Hi community, I was having a look at the the kafka...
# contribute-code
b
Hi community, I was having a look at the the kafka connector code these days in order to add stateful ingestion to it and I noticed that there are two cases that produce warnings: 1. Schema not found (https://github.com/linkedin/datahub/blob/master/metadata-ingestion/src/datahub/ingestion/source/kafka.py#L165-L166) 2. Schema is not AVRO (https://github.com/linkedin/datahub/blob/master/metadata-ingestion/src/datahub/ingestion/source/kafka.py#L175-L177) while I may see specific scenarios where this behaviour could be useful, both of these warnings could actually be misleading, as outcome of perfectly normal situations (i.e. a topic with no schema or using a different schema strategy and a topic with a non AVRO schema), when a commit policy of
ON_NO_ERRORS_AND_NO_WARNINGS
is selected.
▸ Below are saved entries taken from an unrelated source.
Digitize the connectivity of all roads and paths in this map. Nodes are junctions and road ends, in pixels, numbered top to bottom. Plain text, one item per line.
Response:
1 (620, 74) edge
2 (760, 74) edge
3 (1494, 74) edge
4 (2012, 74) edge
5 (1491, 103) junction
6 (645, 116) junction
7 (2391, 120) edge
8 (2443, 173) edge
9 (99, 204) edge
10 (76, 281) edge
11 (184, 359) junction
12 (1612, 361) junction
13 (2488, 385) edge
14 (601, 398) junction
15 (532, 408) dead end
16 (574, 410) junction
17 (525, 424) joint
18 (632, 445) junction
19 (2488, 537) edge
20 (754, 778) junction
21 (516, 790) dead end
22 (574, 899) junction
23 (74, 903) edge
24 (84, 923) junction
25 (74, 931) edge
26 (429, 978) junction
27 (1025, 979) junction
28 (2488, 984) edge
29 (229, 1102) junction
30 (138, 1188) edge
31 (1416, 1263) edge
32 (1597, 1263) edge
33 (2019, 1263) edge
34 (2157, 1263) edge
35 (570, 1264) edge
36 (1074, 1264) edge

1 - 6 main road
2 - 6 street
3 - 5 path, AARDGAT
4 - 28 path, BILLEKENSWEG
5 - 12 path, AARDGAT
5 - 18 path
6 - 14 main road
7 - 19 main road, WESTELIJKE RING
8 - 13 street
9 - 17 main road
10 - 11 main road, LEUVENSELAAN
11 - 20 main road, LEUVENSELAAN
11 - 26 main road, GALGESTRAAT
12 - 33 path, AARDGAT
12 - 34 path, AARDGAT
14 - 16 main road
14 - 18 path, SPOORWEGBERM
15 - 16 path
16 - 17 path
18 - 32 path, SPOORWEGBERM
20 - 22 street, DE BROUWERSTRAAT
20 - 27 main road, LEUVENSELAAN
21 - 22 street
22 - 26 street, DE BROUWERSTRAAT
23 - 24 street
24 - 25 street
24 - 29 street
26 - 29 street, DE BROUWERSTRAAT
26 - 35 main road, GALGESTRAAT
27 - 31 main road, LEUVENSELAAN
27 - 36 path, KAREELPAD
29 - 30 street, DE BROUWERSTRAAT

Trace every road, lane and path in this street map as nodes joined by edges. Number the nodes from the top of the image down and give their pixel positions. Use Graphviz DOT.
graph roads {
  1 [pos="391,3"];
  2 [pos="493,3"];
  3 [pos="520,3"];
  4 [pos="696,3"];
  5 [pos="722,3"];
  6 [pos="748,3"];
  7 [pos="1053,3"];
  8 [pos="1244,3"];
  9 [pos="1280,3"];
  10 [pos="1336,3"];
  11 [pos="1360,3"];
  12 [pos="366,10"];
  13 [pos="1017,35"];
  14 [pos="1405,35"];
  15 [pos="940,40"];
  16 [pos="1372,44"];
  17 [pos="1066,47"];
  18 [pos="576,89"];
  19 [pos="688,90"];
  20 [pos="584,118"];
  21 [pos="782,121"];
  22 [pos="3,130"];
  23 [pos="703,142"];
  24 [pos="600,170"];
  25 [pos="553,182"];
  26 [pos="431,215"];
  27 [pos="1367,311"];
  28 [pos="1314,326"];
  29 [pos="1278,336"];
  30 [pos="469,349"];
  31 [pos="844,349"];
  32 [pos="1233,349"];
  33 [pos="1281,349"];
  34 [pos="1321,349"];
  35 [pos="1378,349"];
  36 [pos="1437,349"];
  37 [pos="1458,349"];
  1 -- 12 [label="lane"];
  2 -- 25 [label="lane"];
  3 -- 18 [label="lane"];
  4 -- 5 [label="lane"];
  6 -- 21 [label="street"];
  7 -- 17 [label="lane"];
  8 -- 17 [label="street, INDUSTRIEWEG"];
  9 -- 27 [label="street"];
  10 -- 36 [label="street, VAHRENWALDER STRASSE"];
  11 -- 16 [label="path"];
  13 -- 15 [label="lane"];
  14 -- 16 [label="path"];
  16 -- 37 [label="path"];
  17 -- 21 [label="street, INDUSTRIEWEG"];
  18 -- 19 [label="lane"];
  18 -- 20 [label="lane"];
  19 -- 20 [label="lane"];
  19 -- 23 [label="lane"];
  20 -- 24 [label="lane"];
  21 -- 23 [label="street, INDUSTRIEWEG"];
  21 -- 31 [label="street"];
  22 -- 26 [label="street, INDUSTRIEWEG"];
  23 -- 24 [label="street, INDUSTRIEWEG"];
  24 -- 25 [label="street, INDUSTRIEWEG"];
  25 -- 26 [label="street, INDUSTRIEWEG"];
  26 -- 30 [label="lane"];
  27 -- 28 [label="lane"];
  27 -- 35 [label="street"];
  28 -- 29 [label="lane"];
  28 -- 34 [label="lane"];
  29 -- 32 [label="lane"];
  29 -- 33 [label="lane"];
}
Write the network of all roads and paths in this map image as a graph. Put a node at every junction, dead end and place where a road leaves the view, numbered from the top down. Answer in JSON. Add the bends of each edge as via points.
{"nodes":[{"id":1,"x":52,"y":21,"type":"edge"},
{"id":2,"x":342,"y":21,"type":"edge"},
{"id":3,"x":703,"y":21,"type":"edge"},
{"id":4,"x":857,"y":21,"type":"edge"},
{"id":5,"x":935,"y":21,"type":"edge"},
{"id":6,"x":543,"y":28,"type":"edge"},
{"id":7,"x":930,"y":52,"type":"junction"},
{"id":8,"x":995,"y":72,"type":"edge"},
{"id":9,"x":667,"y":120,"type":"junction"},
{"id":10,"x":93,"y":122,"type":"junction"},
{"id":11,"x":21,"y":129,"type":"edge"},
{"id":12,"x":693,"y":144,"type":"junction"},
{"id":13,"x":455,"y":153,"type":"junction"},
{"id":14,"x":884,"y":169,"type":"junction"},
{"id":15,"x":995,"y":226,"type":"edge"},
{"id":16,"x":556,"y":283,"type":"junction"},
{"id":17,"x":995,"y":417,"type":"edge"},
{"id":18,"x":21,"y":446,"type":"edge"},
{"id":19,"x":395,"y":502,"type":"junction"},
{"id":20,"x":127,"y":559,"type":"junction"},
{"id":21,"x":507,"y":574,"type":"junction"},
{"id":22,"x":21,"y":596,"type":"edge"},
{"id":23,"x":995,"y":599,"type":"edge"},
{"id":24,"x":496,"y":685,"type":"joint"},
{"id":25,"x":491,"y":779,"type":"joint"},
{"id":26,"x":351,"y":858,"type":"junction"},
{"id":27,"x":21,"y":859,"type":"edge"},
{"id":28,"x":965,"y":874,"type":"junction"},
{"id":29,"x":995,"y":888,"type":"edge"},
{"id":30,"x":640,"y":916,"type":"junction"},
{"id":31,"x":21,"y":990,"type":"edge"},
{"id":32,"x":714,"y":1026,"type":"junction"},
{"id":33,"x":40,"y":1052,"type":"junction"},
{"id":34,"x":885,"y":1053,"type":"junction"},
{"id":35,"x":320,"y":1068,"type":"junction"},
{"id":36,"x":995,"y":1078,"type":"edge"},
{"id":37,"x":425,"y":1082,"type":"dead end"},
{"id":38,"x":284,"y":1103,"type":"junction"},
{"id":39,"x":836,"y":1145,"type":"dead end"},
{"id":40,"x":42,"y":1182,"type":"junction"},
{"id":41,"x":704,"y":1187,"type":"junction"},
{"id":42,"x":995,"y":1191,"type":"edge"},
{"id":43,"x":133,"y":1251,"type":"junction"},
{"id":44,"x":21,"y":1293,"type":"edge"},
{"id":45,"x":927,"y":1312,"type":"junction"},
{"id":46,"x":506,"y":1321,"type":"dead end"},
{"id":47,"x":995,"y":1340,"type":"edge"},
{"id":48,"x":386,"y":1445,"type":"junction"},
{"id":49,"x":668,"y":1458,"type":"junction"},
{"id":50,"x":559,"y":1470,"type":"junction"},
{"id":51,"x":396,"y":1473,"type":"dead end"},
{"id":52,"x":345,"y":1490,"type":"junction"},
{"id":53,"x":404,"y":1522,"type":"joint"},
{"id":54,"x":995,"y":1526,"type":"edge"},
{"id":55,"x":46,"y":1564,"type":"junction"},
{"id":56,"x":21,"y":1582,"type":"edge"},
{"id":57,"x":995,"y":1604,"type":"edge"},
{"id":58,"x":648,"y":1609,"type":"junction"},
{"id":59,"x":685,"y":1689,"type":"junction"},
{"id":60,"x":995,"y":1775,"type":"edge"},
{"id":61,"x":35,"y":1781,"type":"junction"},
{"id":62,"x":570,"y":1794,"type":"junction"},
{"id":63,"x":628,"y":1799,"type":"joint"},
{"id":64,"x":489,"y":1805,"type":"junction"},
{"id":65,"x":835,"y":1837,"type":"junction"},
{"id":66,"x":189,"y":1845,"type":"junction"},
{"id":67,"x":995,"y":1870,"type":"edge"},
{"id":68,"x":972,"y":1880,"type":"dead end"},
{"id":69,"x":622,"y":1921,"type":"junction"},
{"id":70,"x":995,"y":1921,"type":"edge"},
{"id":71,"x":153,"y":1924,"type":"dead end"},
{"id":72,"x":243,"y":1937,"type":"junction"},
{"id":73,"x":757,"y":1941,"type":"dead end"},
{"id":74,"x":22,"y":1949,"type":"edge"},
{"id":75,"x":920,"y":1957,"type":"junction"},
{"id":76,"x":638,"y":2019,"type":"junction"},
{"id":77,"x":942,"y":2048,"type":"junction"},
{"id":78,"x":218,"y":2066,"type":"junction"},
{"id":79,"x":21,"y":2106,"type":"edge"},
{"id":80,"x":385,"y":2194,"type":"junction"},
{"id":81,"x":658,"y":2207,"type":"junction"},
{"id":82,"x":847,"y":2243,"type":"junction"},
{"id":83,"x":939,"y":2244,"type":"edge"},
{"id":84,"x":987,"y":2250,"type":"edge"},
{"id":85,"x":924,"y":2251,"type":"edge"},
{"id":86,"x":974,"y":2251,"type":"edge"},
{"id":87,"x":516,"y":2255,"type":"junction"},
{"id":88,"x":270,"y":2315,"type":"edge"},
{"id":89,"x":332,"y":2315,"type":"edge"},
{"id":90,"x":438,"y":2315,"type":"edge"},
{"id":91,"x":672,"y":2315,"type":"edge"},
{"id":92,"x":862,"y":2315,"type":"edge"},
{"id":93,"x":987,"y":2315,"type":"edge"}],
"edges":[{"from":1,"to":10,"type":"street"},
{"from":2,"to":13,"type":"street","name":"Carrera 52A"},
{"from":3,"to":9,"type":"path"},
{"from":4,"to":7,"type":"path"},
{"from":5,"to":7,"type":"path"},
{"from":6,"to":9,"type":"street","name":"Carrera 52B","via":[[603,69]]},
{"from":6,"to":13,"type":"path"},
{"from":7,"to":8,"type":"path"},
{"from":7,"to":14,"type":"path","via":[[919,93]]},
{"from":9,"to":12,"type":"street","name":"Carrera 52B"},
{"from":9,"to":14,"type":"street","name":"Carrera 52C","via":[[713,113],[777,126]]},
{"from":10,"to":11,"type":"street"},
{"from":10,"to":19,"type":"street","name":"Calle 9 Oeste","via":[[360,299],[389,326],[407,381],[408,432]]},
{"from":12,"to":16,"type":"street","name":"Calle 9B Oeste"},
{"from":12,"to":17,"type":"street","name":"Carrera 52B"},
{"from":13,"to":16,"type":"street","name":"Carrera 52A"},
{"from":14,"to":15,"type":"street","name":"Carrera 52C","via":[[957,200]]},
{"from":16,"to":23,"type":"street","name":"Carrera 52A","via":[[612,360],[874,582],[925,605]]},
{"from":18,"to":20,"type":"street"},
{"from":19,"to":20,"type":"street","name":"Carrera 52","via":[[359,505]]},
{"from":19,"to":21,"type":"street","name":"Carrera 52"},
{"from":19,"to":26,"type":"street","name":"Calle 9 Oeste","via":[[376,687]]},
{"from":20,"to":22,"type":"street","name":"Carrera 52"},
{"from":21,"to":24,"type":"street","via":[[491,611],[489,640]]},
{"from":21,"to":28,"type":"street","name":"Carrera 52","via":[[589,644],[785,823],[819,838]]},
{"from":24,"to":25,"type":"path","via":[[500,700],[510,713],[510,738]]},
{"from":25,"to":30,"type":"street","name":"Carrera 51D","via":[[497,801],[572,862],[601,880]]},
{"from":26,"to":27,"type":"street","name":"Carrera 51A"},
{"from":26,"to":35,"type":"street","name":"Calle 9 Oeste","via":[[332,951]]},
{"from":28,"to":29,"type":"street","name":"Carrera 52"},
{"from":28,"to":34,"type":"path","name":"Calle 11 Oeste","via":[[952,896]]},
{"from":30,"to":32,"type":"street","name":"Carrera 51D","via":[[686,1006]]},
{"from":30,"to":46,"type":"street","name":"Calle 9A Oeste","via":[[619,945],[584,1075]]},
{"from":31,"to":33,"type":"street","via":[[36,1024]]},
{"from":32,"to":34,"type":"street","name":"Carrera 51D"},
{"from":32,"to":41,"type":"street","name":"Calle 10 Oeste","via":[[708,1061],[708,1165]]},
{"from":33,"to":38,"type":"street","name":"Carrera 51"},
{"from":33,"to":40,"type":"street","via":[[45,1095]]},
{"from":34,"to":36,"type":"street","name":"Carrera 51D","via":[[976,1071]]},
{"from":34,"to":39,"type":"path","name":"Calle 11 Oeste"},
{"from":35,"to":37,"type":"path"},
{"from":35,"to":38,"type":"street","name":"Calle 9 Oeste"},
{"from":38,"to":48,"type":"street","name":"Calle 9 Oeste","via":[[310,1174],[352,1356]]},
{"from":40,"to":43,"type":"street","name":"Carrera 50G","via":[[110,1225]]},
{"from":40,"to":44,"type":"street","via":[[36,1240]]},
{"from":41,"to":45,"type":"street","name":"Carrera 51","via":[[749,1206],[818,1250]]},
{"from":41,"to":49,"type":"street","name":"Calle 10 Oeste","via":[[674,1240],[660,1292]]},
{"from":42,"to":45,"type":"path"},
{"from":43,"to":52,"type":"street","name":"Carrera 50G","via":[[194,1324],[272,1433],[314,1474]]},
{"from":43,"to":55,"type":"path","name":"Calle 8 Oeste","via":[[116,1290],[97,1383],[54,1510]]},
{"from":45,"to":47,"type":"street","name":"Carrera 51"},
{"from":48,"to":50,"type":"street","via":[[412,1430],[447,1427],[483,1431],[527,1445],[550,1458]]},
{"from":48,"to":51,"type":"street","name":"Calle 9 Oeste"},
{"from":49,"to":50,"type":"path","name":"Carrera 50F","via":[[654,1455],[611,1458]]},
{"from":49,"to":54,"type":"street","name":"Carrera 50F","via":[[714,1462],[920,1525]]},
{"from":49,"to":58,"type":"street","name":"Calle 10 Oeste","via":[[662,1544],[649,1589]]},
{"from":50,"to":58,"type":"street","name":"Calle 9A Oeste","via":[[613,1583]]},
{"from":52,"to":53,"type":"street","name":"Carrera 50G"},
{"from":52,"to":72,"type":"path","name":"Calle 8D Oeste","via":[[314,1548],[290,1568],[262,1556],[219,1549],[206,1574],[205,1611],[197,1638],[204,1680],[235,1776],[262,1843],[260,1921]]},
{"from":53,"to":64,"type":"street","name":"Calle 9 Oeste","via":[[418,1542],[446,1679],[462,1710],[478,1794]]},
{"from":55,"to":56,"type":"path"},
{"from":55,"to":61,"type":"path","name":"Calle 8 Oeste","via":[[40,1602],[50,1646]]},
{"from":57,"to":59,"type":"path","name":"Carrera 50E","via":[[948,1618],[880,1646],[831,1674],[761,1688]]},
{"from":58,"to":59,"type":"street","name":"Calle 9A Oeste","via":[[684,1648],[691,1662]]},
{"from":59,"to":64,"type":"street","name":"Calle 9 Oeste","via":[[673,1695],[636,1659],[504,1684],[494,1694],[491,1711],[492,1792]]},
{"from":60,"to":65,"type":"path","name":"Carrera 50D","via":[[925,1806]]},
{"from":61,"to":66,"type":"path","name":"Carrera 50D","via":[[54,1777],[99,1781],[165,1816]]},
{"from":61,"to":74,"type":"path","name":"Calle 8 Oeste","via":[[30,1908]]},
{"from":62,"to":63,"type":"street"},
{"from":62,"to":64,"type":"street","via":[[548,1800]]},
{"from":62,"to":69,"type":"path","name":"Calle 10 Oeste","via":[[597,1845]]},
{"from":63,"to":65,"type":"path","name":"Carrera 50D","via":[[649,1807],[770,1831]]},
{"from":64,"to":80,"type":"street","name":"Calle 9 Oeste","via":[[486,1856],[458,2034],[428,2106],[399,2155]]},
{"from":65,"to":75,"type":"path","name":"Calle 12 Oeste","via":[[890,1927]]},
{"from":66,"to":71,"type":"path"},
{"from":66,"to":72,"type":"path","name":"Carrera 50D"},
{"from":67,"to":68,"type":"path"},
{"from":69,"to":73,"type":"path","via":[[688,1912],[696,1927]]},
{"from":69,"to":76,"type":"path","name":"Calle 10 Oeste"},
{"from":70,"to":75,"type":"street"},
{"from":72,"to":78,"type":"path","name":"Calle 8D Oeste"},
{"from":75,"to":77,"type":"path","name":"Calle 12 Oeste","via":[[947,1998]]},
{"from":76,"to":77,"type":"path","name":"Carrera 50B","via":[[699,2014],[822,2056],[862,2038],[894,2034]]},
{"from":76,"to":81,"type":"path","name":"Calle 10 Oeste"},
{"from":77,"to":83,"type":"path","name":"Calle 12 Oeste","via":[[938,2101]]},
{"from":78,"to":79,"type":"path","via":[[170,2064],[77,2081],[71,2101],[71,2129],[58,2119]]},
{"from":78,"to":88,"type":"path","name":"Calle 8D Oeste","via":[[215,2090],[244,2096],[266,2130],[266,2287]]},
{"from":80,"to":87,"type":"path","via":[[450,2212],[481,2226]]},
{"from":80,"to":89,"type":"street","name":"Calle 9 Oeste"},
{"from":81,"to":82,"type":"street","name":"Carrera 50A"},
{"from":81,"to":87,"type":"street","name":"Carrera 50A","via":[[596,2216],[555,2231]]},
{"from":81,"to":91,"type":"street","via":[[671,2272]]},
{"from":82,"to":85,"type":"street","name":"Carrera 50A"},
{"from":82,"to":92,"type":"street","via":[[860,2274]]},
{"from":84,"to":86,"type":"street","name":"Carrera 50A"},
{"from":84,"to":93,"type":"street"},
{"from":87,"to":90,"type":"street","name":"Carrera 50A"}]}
My proposal would be to either not report the warnings entirely, or to add a couple of configuration parameters to the source: •
ignore_warnings_on_missing_schema
ignore_warnings_on_schema_type
to selectively disable them. wdyt?
i
Hello Claudio! You bring up a very good point! I think the best way forward would to be add both of those configuration parameters, disabled by default to not break UX initially. As it gets used we can think of switching the defaults. Thoughts?
b
Hi Pedro, yes I agree with your analysis, shouldn’t be hard to achieve 😉
teamwork 1
😍 1